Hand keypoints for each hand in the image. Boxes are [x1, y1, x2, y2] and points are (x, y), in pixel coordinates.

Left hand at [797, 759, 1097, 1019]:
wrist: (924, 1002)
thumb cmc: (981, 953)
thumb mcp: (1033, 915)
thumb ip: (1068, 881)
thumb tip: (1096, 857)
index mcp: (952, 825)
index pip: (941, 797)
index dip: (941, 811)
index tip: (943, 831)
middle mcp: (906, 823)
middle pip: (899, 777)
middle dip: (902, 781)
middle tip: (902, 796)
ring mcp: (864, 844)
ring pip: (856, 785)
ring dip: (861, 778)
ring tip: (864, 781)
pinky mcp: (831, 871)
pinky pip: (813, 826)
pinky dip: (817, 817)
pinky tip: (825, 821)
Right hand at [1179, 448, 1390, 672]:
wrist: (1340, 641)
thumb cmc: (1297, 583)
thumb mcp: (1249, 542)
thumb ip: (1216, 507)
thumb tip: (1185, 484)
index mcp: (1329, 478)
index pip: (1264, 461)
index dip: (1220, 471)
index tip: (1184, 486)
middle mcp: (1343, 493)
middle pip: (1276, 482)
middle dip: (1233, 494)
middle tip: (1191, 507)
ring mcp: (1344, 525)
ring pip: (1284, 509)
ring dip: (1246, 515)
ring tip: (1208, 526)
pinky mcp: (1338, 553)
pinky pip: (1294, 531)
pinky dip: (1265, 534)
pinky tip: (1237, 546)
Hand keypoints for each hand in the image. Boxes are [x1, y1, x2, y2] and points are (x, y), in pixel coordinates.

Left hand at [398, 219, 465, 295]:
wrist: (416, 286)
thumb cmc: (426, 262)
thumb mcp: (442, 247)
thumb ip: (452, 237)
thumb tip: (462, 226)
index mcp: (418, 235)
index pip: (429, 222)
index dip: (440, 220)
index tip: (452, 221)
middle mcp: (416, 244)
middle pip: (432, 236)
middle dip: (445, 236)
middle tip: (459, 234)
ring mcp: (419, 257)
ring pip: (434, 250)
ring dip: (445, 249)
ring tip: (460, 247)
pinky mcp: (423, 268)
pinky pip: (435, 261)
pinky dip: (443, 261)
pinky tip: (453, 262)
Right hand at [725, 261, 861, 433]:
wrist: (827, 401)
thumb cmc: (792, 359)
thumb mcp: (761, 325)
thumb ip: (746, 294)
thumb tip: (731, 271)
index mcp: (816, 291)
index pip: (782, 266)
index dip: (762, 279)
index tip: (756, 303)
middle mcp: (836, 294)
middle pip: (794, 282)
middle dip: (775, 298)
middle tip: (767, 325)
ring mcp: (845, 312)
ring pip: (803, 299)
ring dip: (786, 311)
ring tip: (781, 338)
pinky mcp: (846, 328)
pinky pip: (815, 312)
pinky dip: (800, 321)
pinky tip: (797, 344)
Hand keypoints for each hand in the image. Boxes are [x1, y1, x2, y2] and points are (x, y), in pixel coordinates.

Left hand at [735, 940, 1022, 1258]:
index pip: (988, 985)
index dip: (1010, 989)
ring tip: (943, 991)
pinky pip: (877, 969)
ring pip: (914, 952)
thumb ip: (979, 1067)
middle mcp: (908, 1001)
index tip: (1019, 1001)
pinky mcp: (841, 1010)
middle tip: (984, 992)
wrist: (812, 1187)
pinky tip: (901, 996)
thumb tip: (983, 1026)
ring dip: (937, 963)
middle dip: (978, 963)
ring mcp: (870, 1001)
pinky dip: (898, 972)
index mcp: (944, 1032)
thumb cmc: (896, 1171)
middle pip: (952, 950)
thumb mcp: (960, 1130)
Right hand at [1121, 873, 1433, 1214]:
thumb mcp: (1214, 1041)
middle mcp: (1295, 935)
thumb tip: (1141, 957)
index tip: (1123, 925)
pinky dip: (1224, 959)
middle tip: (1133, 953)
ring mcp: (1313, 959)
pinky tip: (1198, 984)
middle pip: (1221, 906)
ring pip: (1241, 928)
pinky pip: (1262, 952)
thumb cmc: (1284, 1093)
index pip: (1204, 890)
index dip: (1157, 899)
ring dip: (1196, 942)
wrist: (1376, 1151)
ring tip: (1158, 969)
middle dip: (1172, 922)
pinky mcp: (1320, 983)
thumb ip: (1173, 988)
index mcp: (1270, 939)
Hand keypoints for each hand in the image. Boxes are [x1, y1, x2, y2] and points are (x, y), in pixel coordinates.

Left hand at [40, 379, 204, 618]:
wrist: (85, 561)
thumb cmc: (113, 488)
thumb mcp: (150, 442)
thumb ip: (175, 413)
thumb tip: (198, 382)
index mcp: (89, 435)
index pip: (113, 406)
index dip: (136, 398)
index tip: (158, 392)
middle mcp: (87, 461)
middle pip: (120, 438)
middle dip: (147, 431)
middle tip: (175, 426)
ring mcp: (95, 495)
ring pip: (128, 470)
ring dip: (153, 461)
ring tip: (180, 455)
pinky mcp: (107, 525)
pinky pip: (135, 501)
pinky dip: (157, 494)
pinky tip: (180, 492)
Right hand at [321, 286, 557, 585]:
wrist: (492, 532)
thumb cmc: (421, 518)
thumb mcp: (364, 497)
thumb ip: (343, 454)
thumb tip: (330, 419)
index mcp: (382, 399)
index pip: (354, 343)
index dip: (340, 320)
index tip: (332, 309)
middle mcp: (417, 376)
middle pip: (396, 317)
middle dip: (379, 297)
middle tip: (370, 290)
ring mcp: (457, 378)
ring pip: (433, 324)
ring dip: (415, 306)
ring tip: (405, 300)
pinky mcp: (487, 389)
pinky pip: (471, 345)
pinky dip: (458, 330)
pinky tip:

### [What the task asks]
Please print the records above exactly, leaving nothing out.

### [Exercise response]
Hand keypoints for each hand in the image. Boxes are [x1, y1, x2, y2] and points are (x, y), in pixel coordinates.

Left hand at [797, 759, 1097, 1019]:
wrist: (924, 1002)
thumb cmc: (981, 953)
thumb mcp: (1033, 915)
thumb ip: (1068, 881)
thumb tip: (1096, 857)
index mcp: (952, 825)
index pip: (941, 797)
index dip: (941, 811)
index tip: (943, 831)
middle mcp: (906, 823)
middle pip: (899, 777)
middle dip: (902, 781)
middle tip: (902, 796)
ring mcp: (864, 844)
ring pip: (856, 785)
ring dip: (861, 778)
ring tip: (864, 781)
pinky mcp: (831, 871)
pinky pip: (813, 826)
pinky dip: (817, 817)
pinky tip: (825, 821)
Right hand at [1179, 448, 1390, 672]:
wrist: (1340, 641)
thumb cmc: (1297, 583)
thumb mcp: (1249, 542)
thumb ip: (1216, 507)
thumb tip: (1185, 484)
index mcp: (1329, 478)
index pip: (1264, 461)
index dip: (1220, 471)
index tip: (1184, 486)
middle mcp: (1343, 493)
middle pip: (1276, 482)
middle dip: (1233, 494)
middle tip: (1191, 507)
ring mcp: (1344, 525)
ring pip: (1284, 509)
ring dip: (1246, 515)
ring tip: (1208, 526)
pinky mcp: (1338, 553)
pinky pip: (1294, 531)
pinky dip: (1265, 534)
pinky tip: (1237, 546)
Hand keypoints for each hand in the image. Boxes are [x1, y1, x2, y2] and points are (x, y), in pixel coordinates.

Left hand at [398, 219, 465, 295]:
wrist: (416, 286)
thumb cmc: (426, 262)
thumb mcp: (442, 247)
thumb ip: (452, 237)
thumb tip: (462, 226)
index mcp: (418, 235)
index pip: (429, 222)
index dip: (440, 220)
index tip: (452, 221)
middle mcp: (416, 244)
middle pip: (432, 236)
middle dip: (445, 236)
middle tip: (459, 234)
ring mcp: (419, 257)
ring pip: (434, 250)
ring dip: (445, 249)
ring tip: (460, 247)
pinky mcp: (423, 268)
pinky pip: (435, 261)
pinky dip: (443, 261)
pinky tip: (453, 262)
Right hand at [725, 261, 861, 433]:
wrist: (827, 401)
thumb cmc: (792, 359)
thumb mcp: (761, 325)
thumb ip: (746, 294)
thumb tip: (731, 271)
index mcp: (816, 291)
index pip: (782, 266)
index dip: (762, 279)
index tip: (756, 303)
middle mcp: (836, 294)
middle pip: (794, 282)
middle dip: (775, 298)
middle tip: (767, 325)
ring mcp: (845, 312)
ring pip: (803, 299)
ring dip: (786, 311)
ring tip: (781, 338)
pinky mcp: (846, 328)
pinky pip: (815, 312)
pinky dip: (800, 321)
pinky tip: (797, 344)
Hand keypoints for each hand in the image. Boxes are [x1, y1, x2, y2] and points are (x, y), in pixel coordinates.

Left hand at [735, 940, 1022, 1258]:
index pip: (988, 985)
index dip: (1010, 989)
ring tip: (943, 991)
pinky pip: (877, 969)
ring pip: (914, 952)
thumb ip: (979, 1067)
middle mcp: (908, 1001)
index tip: (1019, 1001)
pinky mcp: (841, 1010)
middle tip: (984, 992)
wrist: (812, 1187)
pinky tip: (901, 996)
thumb tip: (983, 1026)
ring dip: (937, 963)
middle dip: (978, 963)
ring mcp: (870, 1001)
pinky dip: (898, 972)
index mcp: (944, 1032)
thumb cmc: (896, 1171)
middle pip: (952, 950)
thumb mcp: (960, 1130)
Right hand at [1121, 873, 1433, 1214]:
thumb mcp: (1214, 1041)
middle mcp: (1295, 935)
thumb tip: (1141, 957)
index tip: (1123, 925)
pinky dip: (1224, 959)
middle tip: (1133, 953)
ring mcp: (1313, 959)
pinky tip: (1198, 984)
middle pip: (1221, 906)
ring pip: (1241, 928)
pinky pip: (1262, 952)
thumb cmc: (1284, 1093)
index pip: (1204, 890)
index dip: (1157, 899)
ring dip: (1196, 942)
wrist: (1376, 1151)
ring tip: (1158, 969)
middle dip: (1172, 922)
pinky mcp: (1320, 983)
thumb ip: (1173, 988)
index mcp: (1270, 939)
Hand keypoints for each hand in the image. Boxes are [x1, y1, x2, y2] and points are (x, y), in pixel coordinates.

Left hand at [40, 379, 204, 618]:
wrist: (85, 561)
thumb cmc: (113, 488)
thumb mcp: (150, 442)
thumb ip: (175, 413)
thumb tip: (198, 382)
index mcp: (89, 435)
index pip: (113, 406)
index dip: (136, 398)
index tip: (158, 392)
middle mcp: (87, 461)
middle pip: (120, 438)
middle dip: (147, 431)
middle tip: (175, 426)
ring mcp: (95, 495)
ring pip: (128, 470)
ring dip: (153, 461)
ring tip: (180, 455)
pinky mcp: (107, 525)
pinky pip: (135, 501)
pinky dip: (157, 494)
pinky tip: (180, 492)
Right hand at [321, 286, 557, 585]:
wrist: (492, 532)
thumb cmc: (421, 518)
thumb mcp: (364, 497)
thumb ip: (343, 454)
thumb tip: (330, 419)
index mcp: (382, 399)
index pip: (354, 343)
index dip: (340, 320)
index tip: (332, 309)
middle mcp: (417, 376)
middle pip: (396, 317)
middle dip: (379, 297)
middle tip: (370, 290)
ring mcp: (457, 378)
ring pip: (433, 324)
ring dip: (415, 306)
ring tip: (405, 300)
pinky mcp: (487, 389)
pinky pip: (471, 345)
pinky dip: (458, 330)
pinky tip:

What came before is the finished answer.